** Aim of the task **
Copy the complete listing exactly as shown.

** Provided data **
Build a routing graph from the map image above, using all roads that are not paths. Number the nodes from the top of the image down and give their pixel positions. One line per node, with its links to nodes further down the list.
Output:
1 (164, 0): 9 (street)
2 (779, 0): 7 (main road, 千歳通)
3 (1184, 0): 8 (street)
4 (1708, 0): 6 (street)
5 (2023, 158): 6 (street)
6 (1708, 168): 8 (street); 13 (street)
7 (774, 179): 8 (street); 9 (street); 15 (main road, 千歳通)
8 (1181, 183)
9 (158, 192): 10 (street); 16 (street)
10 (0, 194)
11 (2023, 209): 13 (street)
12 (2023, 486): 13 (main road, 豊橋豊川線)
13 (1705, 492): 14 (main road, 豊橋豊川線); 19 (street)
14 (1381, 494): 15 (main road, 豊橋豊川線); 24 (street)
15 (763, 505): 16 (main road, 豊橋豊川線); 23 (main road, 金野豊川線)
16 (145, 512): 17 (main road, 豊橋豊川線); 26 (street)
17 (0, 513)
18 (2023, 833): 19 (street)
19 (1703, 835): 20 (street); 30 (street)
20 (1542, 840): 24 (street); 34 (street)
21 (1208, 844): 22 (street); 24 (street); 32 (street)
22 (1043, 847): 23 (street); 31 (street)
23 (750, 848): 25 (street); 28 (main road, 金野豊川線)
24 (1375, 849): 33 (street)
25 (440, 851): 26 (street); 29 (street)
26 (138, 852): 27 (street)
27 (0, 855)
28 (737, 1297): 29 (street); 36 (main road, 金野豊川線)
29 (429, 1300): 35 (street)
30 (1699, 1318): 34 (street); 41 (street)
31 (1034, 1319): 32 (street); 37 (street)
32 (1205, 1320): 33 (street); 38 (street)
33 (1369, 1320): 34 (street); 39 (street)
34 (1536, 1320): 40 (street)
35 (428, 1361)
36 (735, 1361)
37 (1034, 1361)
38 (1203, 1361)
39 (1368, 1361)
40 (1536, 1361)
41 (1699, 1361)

** Answer for this exercise **
Build a routing graph from the map image above, using all roads that are not paths. Number the nodes from the top of the image down and give their pixel positions. One line per node, with its links to nodes further down the list.
Output:
1 (164, 0): 9 (street)
2 (779, 0): 7 (main road, 千歳通)
3 (1184, 0): 8 (street)
4 (1708, 0): 6 (street)
5 (2023, 158): 6 (street)
6 (1708, 168): 8 (street); 13 (street)
7 (774, 179): 8 (street); 9 (street); 15 (main road, 千歳通)
8 (1181, 183)
9 (158, 192): 10 (street); 16 (street)
10 (0, 194)
11 (2023, 209): 13 (street)
12 (2023, 486): 13 (main road, 豊橋豊川線)
13 (1705, 492): 14 (main road, 豊橋豊川線); 19 (street)
14 (1381, 494): 15 (main road, 豊橋豊川線); 24 (street)
15 (763, 505): 16 (main road, 豊橋豊川線); 23 (main road, 金野豊川線)
16 (145, 512): 17 (main road, 豊橋豊川線); 26 (street)
17 (0, 513)
18 (2023, 833): 19 (street)
19 (1703, 835): 20 (street); 30 (street)
20 (1542, 840): 24 (street); 34 (street)
21 (1208, 844): 22 (street); 24 (street); 32 (street)
22 (1043, 847): 23 (street); 31 (street)
23 (750, 848): 25 (street); 28 (main road, 金野豊川線)
24 (1375, 849): 33 (street)
25 (440, 851): 26 (street); 29 (street)
26 (138, 852): 27 (street)
27 (0, 855)
28 (737, 1297): 29 (street); 36 (main road, 金野豊川線)
29 (429, 1300): 35 (street)
30 (1699, 1318): 34 (street); 41 (street)
31 (1034, 1319): 32 (street); 37 (street)
32 (1205, 1320): 33 (street); 38 (street)
33 (1369, 1320): 34 (street); 39 (street)
34 (1536, 1320): 40 (street)
35 (428, 1361)
36 (735, 1361)
37 (1034, 1361)
38 (1203, 1361)
39 (1368, 1361)
40 (1536, 1361)
41 (1699, 1361)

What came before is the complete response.